* SUPPLIED INFORMATION:
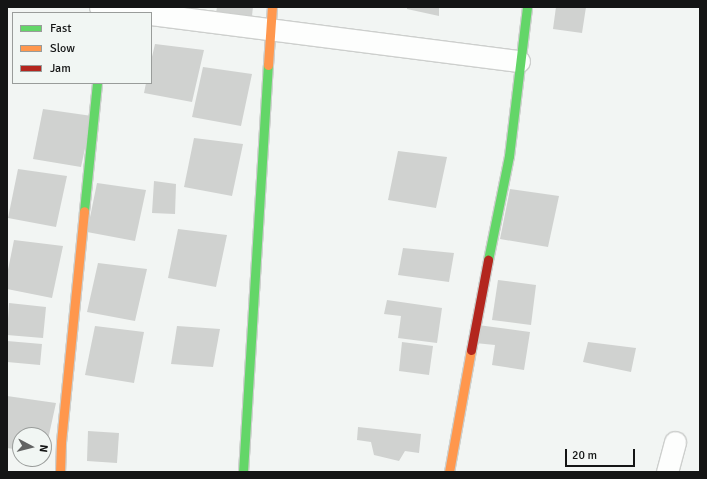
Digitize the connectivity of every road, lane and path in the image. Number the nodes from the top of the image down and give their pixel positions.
1 (272, 7) edge
2 (527, 7) edge
3 (104, 9) edge
4 (134, 12) edge
5 (152, 14) edge
6 (270, 31) junction
7 (519, 61) junction
8 (97, 84) edge
9 (675, 442) dead end
10 (60, 472) edge
11 (243, 472) edge
12 (449, 472) edge
13 (667, 472) edge

1 - 6 street
2 - 7 street
3 - 4 street
5 - 6 street
6 - 7 street
6 - 11 street
7 - 12 street
8 - 10 street
9 - 13 street

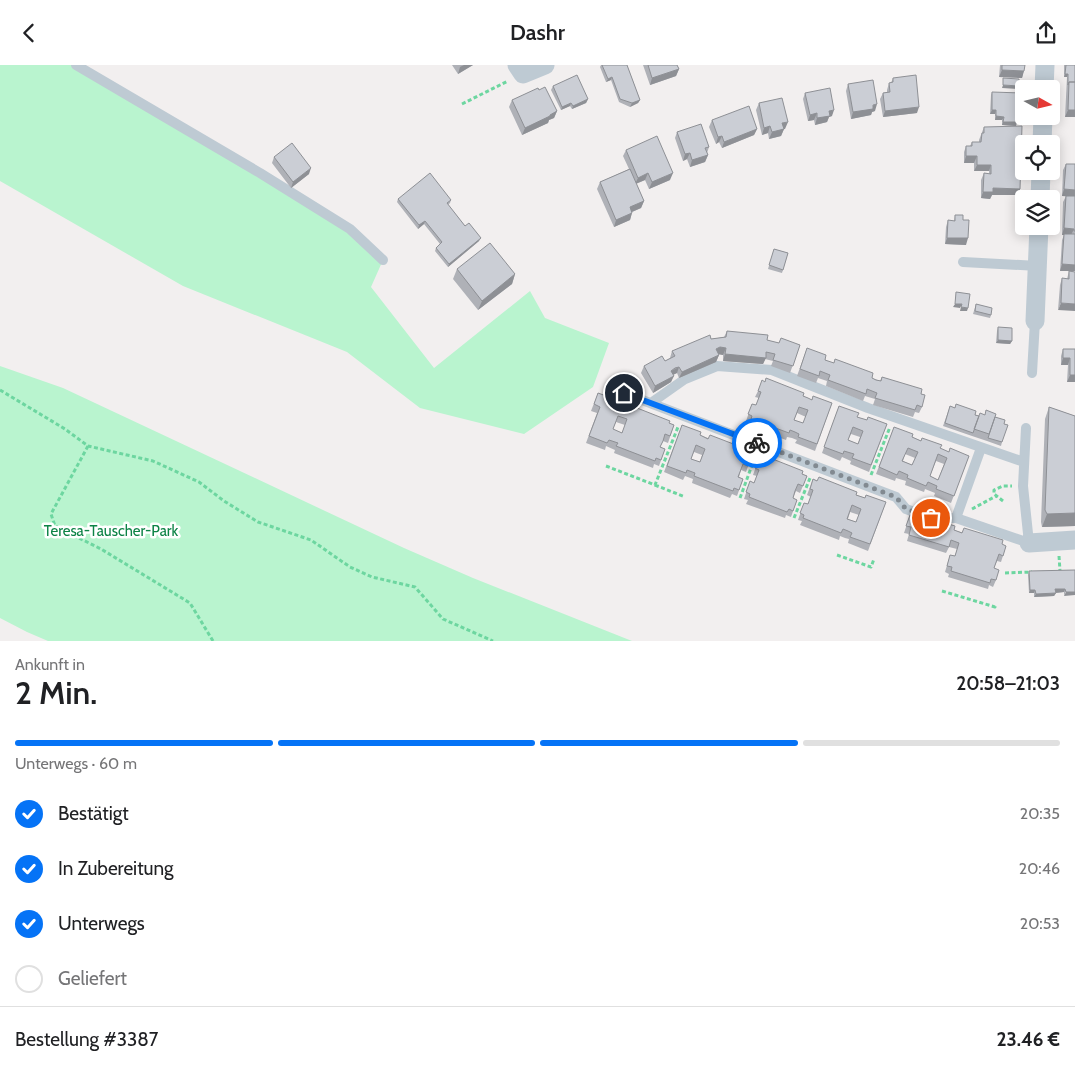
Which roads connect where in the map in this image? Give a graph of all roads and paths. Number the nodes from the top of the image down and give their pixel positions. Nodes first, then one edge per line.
1 (76, 65) edge
2 (544, 65) edge
3 (1045, 65) edge
4 (520, 70) edge
5 (1044, 80) edge
6 (462, 104) dead end
7 (1039, 235) edge
8 (383, 260) dead end
9 (963, 262) dead end
10 (1038, 263) junction
11 (1035, 321) joint
12 (1032, 373) dead end
13 (0, 391) edge
14 (624, 393) dead end
15 (651, 403) junction
16 (682, 415) junction
17 (894, 417) junction
18 (1026, 428) dead end
19 (760, 445) junction
20 (88, 446) junction
21 (981, 448) junction
22 (1024, 462) junction
23 (606, 466) dead end
24 (814, 466) junction
25 (655, 485) junction
26 (867, 486) junction
27 (1023, 486) junction
28 (996, 496) junction
29 (685, 497) dead end
30 (740, 498) edge
31 (1003, 501) dead end
32 (956, 518) junction
33 (794, 519) edge
34 (1075, 540) edge
35 (1029, 543) junction
36 (837, 555) dead end
37 (874, 559) dead end
38 (1051, 571) edge
39 (1068, 571) edge
40 (1032, 572) edge
41 (1005, 573) dead end
42 (942, 591) dead end
43 (995, 604) dead end
44 (213, 641) edge
45 (493, 641) edge

1 - 8 lane
2 - 4 street
3 - 5 street
4 - 6 path
7 - 10 street
9 - 10 lane
10 - 11 street
11 - 12 lane
13 - 20 path
14 - 15 lane
15 - 16 lane
15 - 17 lane
16 - 19 lane
16 - 25 path
17 - 21 lane
17 - 26 path
18 - 22 lane
19 - 24 lane
19 - 30 path
20 - 44 path
20 - 45 path
21 - 22 lane
21 - 32 lane
22 - 27 lane
23 - 25 path
24 - 26 lane
24 - 33 path
25 - 29 path
26 - 32 lane
27 - 28 path
27 - 35 lane
28 - 31 path
28 - 32 path
32 - 35 lane
34 - 35 street
36 - 37 path
38 - 39 path
40 - 41 path
42 - 43 path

* TASK DETAILS: Return the listing above in full and exactly, omitting all pictures.

* OUTPUT FOR THIS EXERCISE:
Digitize the connectivity of every road, lane and path in the image. Number the nodes from the top of the image down and give their pixel positions.
1 (272, 7) edge
2 (527, 7) edge
3 (104, 9) edge
4 (134, 12) edge
5 (152, 14) edge
6 (270, 31) junction
7 (519, 61) junction
8 (97, 84) edge
9 (675, 442) dead end
10 (60, 472) edge
11 (243, 472) edge
12 (449, 472) edge
13 (667, 472) edge

1 - 6 street
2 - 7 street
3 - 4 street
5 - 6 street
6 - 7 street
6 - 11 street
7 - 12 street
8 - 10 street
9 - 13 street

Which roads connect where in the map in this image? Give a graph of all roads and paths. Number the nodes from the top of the image down and give their pixel positions. Nodes first, then one edge per line.
1 (76, 65) edge
2 (544, 65) edge
3 (1045, 65) edge
4 (520, 70) edge
5 (1044, 80) edge
6 (462, 104) dead end
7 (1039, 235) edge
8 (383, 260) dead end
9 (963, 262) dead end
10 (1038, 263) junction
11 (1035, 321) joint
12 (1032, 373) dead end
13 (0, 391) edge
14 (624, 393) dead end
15 (651, 403) junction
16 (682, 415) junction
17 (894, 417) junction
18 (1026, 428) dead end
19 (760, 445) junction
20 (88, 446) junction
21 (981, 448) junction
22 (1024, 462) junction
23 (606, 466) dead end
24 (814, 466) junction
25 (655, 485) junction
26 (867, 486) junction
27 (1023, 486) junction
28 (996, 496) junction
29 (685, 497) dead end
30 (740, 498) edge
31 (1003, 501) dead end
32 (956, 518) junction
33 (794, 519) edge
34 (1075, 540) edge
35 (1029, 543) junction
36 (837, 555) dead end
37 (874, 559) dead end
38 (1051, 571) edge
39 (1068, 571) edge
40 (1032, 572) edge
41 (1005, 573) dead end
42 (942, 591) dead end
43 (995, 604) dead end
44 (213, 641) edge
45 (493, 641) edge

1 - 8 lane
2 - 4 street
3 - 5 street
4 - 6 path
7 - 10 street
9 - 10 lane
10 - 11 street
11 - 12 lane
13 - 20 path
14 - 15 lane
15 - 16 lane
15 - 17 lane
16 - 19 lane
16 - 25 path
17 - 21 lane
17 - 26 path
18 - 22 lane
19 - 24 lane
19 - 30 path
20 - 44 path
20 - 45 path
21 - 22 lane
21 - 32 lane
22 - 27 lane
23 - 25 path
24 - 26 lane
24 - 33 path
25 - 29 path
26 - 32 lane
27 - 28 path
27 - 35 lane
28 - 31 path
28 - 32 path
32 - 35 lane
34 - 35 street
36 - 37 path
38 - 39 path
40 - 41 path
42 - 43 path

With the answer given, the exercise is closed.